_EXERCISE INPUTS:_
= Beginning of Section =

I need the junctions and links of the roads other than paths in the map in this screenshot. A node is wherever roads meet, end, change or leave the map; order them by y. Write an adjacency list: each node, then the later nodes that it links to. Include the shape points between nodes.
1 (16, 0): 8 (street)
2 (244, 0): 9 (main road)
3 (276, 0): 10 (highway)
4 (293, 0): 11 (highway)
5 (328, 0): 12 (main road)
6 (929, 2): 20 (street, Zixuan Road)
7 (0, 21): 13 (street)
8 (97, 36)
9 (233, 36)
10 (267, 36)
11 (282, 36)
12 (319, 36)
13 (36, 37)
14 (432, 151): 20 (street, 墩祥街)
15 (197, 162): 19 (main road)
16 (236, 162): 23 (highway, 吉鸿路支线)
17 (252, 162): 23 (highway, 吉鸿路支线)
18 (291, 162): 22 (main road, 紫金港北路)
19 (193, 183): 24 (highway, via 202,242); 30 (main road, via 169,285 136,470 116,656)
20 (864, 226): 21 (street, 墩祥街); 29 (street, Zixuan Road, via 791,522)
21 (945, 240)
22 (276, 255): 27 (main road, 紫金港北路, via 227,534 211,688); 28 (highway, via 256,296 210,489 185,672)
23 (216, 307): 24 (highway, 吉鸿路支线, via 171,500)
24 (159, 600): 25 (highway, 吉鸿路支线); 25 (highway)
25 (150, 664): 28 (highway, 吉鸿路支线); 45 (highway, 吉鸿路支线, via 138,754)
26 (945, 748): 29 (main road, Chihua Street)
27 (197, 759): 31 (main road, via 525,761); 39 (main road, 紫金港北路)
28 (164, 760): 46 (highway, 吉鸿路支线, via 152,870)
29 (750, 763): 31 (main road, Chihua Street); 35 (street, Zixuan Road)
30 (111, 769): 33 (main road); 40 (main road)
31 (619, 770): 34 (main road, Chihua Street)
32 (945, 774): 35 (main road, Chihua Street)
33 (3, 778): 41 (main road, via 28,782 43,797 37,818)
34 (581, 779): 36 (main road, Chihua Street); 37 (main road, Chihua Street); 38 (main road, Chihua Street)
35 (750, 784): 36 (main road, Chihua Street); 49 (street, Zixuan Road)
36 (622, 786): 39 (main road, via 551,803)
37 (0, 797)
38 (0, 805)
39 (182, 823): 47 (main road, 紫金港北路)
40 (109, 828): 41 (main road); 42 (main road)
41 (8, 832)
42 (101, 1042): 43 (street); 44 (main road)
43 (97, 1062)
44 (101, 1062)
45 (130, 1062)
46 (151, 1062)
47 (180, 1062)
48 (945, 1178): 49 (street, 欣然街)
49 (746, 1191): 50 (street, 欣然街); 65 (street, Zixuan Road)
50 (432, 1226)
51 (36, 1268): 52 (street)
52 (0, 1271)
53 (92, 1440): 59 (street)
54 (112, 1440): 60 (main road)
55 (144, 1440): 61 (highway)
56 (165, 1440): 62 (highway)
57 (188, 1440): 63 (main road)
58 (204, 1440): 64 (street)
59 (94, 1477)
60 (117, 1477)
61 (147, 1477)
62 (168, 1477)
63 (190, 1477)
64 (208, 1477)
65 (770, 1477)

= End of Section =

_TASK ITEM:_ Every line holding the string "紫金港北路" should be copied here, so please find those lines in the data.

_TASK OUTPUT:_
18 (291, 162): 22 (main road, 紫金港北路)
22 (276, 255): 27 (main road, 紫金港北路, via 227,534 211,688); 28 (highway, via 256,296 210,489 185,672)
27 (197, 759): 31 (main road, via 525,761); 39 (main road, 紫金港北路)
39 (182, 823): 47 (main road, 紫金港北路)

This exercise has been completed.